A structured set of objections, weighed in public.

Desk editor's note, referee report, simulated authors' rebuttal, and a circularity audit. Tearing a paper down is the easy half of reading it; the pith above is the substance, this is the friction.

Referee Report

2 major / 2 minor

Summary. The paper introduces ArchSIBench, a benchmark for architectural spatial intelligence in VLMs. It defines five dimensions (perception, reasoning, navigation, transformation, configuration) with 17 subtasks and 3,000 expert-annotated QA pairs drawn from architecture and cognitive science perspectives. Evaluation of multiple VLMs shows most models differ significantly from human baselines, with some SOTA models approaching performance of humans without architectural training but clear gaps remaining versus trained humans, especially in transformation and configuration reasoning.

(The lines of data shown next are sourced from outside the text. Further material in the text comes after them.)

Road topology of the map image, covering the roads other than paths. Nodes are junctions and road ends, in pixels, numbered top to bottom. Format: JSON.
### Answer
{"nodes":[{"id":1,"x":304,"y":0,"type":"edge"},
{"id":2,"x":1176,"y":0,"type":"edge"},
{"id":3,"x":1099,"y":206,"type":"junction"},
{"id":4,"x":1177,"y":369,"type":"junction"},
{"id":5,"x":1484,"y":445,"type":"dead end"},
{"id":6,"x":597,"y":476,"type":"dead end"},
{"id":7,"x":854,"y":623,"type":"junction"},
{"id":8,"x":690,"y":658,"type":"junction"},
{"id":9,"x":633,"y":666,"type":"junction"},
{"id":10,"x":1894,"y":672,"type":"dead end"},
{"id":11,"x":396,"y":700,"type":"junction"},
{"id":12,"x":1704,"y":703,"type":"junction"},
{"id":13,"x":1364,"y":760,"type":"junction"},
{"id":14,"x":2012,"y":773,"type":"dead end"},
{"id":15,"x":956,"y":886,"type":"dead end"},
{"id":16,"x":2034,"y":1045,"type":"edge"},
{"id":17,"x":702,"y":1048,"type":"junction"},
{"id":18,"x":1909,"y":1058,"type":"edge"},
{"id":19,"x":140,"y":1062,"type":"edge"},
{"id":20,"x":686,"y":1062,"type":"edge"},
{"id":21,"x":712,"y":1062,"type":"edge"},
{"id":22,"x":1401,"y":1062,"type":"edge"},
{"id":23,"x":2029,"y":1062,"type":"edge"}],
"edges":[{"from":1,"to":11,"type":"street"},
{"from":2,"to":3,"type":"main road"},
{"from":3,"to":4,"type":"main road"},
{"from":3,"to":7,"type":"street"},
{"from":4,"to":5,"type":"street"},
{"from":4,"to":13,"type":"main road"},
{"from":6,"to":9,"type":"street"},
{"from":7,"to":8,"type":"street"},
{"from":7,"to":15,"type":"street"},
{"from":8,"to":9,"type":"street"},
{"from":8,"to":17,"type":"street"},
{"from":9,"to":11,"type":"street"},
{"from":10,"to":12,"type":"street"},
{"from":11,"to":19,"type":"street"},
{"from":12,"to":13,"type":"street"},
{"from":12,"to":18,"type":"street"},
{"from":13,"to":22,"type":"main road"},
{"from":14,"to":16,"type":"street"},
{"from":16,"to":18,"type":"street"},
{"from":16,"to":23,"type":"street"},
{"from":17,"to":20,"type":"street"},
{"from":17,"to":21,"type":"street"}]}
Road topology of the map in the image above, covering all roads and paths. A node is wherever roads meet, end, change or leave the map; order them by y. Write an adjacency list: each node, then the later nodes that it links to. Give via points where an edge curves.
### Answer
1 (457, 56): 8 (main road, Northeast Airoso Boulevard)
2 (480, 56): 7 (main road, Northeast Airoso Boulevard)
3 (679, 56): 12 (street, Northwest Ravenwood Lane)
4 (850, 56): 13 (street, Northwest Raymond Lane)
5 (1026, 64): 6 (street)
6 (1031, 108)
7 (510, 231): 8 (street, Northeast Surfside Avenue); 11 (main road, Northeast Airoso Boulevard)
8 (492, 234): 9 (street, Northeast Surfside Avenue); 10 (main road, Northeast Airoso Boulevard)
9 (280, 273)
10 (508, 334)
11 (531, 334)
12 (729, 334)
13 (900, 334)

Significance. If the subtasks validly isolate higher-level architectural cognition (layout, circulation, zoning) beyond generic visual or linguistic skills, the benchmark supplies a useful public resource for tracking progress in embodied AI and 3D understanding. The release of the dataset and code supports reproducibility.

major comments (2)
  1. [Benchmark Construction] Benchmark Construction section: No inter-annotator agreement statistics or external validation are reported for the 3,000 QA pairs. This is load-bearing for the central claim, because the reported gaps between VLMs and trained humans are only interpretable if the items genuinely require architectural expertise rather than surface-level spatial or linguistic cues.
  2. [Experiments] Experiments / Human Baseline subsection: Details on human evaluator recruitment, exact training levels, number of participants per subtask, and statistical tests for performance differences are not provided. Without these, the claim that models approach untrained humans but lag trained humans in transformation and configuration cannot be fully assessed.
minor comments (2)
  1. [Abstract] Abstract: The phrase 'significant differences' is used without reference to the specific metric (accuracy, normalized score) or effect size; this should be clarified for precision.
  2. [Results] Figure captions and tables: Ensure all subtasks are explicitly mapped to the five dimensions so readers can trace which capabilities drive the reported variability.

Simulated Author's Rebuttal

2 responses · 0 unresolved

We thank the referee for the constructive comments on our manuscript. We address each major point below and have revised the paper accordingly to improve transparency and rigor.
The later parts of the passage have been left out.